*SUPPLIED RECORDS:*

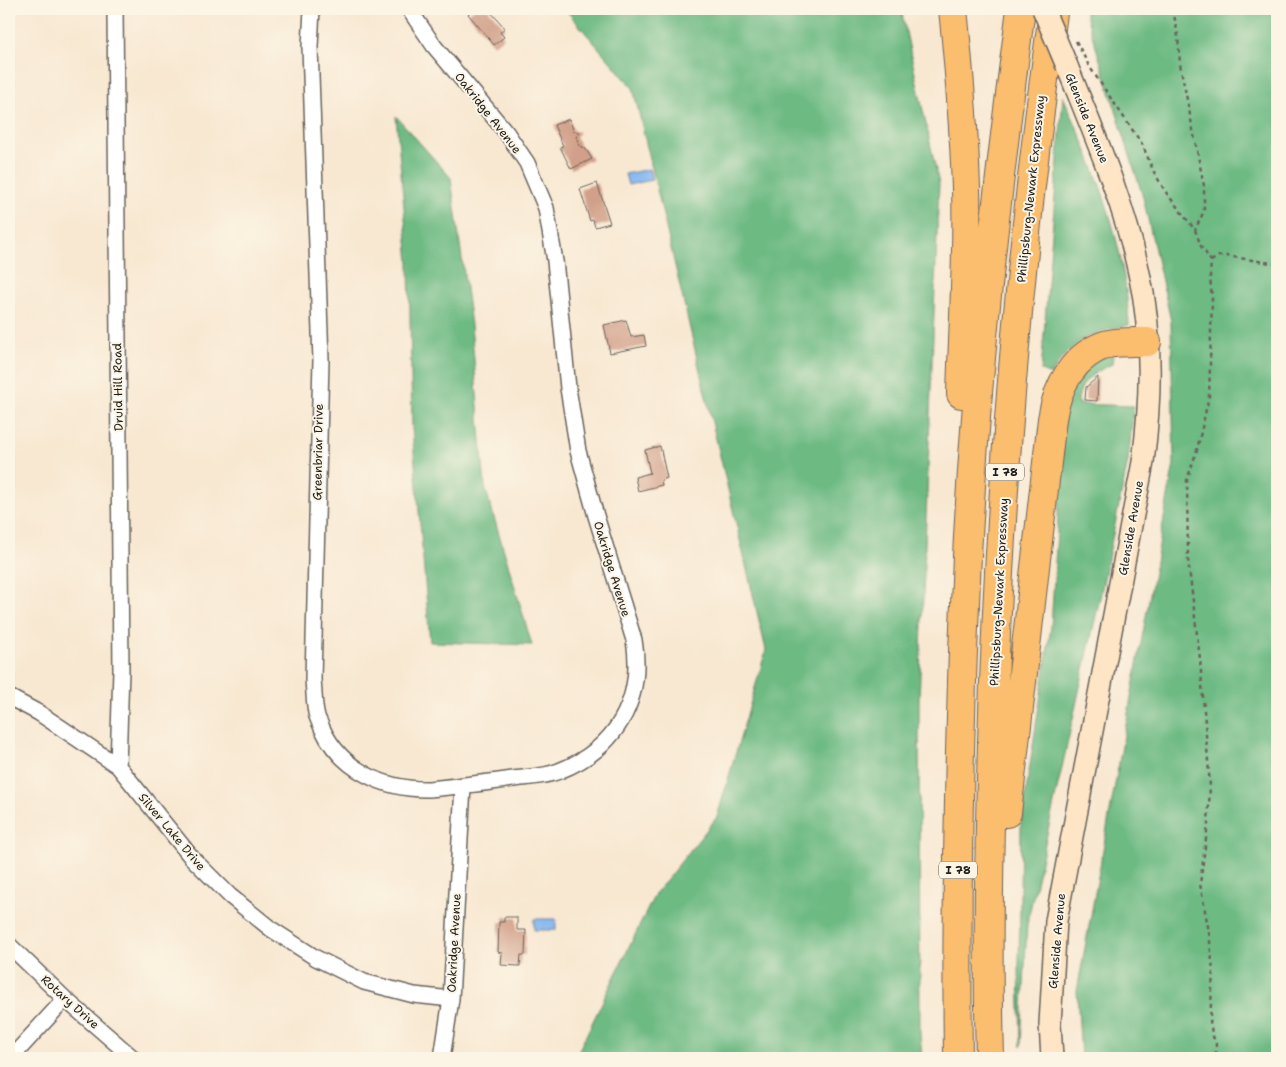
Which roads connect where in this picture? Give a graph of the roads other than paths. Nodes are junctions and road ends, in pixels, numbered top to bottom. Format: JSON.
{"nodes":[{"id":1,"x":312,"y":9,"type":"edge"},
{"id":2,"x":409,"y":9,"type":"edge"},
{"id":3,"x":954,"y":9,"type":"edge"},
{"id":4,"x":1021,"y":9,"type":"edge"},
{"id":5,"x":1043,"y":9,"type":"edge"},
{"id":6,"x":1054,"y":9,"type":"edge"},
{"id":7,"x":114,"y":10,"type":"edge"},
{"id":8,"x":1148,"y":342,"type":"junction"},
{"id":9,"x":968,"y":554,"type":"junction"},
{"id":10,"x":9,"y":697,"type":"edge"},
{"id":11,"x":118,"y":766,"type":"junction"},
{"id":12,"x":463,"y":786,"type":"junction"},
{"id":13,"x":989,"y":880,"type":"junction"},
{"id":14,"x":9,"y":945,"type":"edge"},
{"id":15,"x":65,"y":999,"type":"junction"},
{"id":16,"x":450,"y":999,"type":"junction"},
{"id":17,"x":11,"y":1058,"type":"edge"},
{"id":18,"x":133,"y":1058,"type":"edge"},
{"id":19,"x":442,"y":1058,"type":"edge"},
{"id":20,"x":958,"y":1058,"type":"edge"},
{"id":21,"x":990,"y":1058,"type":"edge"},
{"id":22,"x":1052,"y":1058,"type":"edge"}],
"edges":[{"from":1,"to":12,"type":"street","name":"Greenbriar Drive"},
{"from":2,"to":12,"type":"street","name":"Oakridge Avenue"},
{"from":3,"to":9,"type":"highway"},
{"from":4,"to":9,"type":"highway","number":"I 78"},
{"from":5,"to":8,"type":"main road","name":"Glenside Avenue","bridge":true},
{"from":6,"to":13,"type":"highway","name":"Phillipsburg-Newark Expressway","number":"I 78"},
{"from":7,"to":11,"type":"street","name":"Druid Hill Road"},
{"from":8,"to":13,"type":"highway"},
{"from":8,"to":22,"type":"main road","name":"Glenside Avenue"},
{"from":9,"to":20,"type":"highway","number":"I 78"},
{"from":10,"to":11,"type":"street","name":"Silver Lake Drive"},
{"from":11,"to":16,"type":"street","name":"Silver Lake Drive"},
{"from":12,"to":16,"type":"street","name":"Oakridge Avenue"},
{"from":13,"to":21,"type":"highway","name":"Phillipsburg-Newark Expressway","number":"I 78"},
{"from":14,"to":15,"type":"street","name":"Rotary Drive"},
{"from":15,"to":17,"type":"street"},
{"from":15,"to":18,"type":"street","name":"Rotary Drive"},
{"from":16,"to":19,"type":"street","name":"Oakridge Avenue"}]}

*REQUIRED WORK:* Please print the records above once more, word for word, omitting all pictures.

*REPLY TO THE EXERCISE:*
Which roads connect where in this picture? Give a graph of the roads other than paths. Nodes are junctions and road ends, in pixels, numbered top to bottom. Format: JSON.
{"nodes":[{"id":1,"x":312,"y":9,"type":"edge"},
{"id":2,"x":409,"y":9,"type":"edge"},
{"id":3,"x":954,"y":9,"type":"edge"},
{"id":4,"x":1021,"y":9,"type":"edge"},
{"id":5,"x":1043,"y":9,"type":"edge"},
{"id":6,"x":1054,"y":9,"type":"edge"},
{"id":7,"x":114,"y":10,"type":"edge"},
{"id":8,"x":1148,"y":342,"type":"junction"},
{"id":9,"x":968,"y":554,"type":"junction"},
{"id":10,"x":9,"y":697,"type":"edge"},
{"id":11,"x":118,"y":766,"type":"junction"},
{"id":12,"x":463,"y":786,"type":"junction"},
{"id":13,"x":989,"y":880,"type":"junction"},
{"id":14,"x":9,"y":945,"type":"edge"},
{"id":15,"x":65,"y":999,"type":"junction"},
{"id":16,"x":450,"y":999,"type":"junction"},
{"id":17,"x":11,"y":1058,"type":"edge"},
{"id":18,"x":133,"y":1058,"type":"edge"},
{"id":19,"x":442,"y":1058,"type":"edge"},
{"id":20,"x":958,"y":1058,"type":"edge"},
{"id":21,"x":990,"y":1058,"type":"edge"},
{"id":22,"x":1052,"y":1058,"type":"edge"}],
"edges":[{"from":1,"to":12,"type":"street","name":"Greenbriar Drive"},
{"from":2,"to":12,"type":"street","name":"Oakridge Avenue"},
{"from":3,"to":9,"type":"highway"},
{"from":4,"to":9,"type":"highway","number":"I 78"},
{"from":5,"to":8,"type":"main road","name":"Glenside Avenue","bridge":true},
{"from":6,"to":13,"type":"highway","name":"Phillipsburg-Newark Expressway","number":"I 78"},
{"from":7,"to":11,"type":"street","name":"Druid Hill Road"},
{"from":8,"to":13,"type":"highway"},
{"from":8,"to":22,"type":"main road","name":"Glenside Avenue"},
{"from":9,"to":20,"type":"highway","number":"I 78"},
{"from":10,"to":11,"type":"street","name":"Silver Lake Drive"},
{"from":11,"to":16,"type":"street","name":"Silver Lake Drive"},
{"from":12,"to":16,"type":"street","name":"Oakridge Avenue"},
{"from":13,"to":21,"type":"highway","name":"Phillipsburg-Newark Expressway","number":"I 78"},
{"from":14,"to":15,"type":"street","name":"Rotary Drive"},
{"from":15,"to":17,"type":"street"},
{"from":15,"to":18,"type":"street","name":"Rotary Drive"},
{"from":16,"to":19,"type":"street","name":"Oakridge Avenue"}]}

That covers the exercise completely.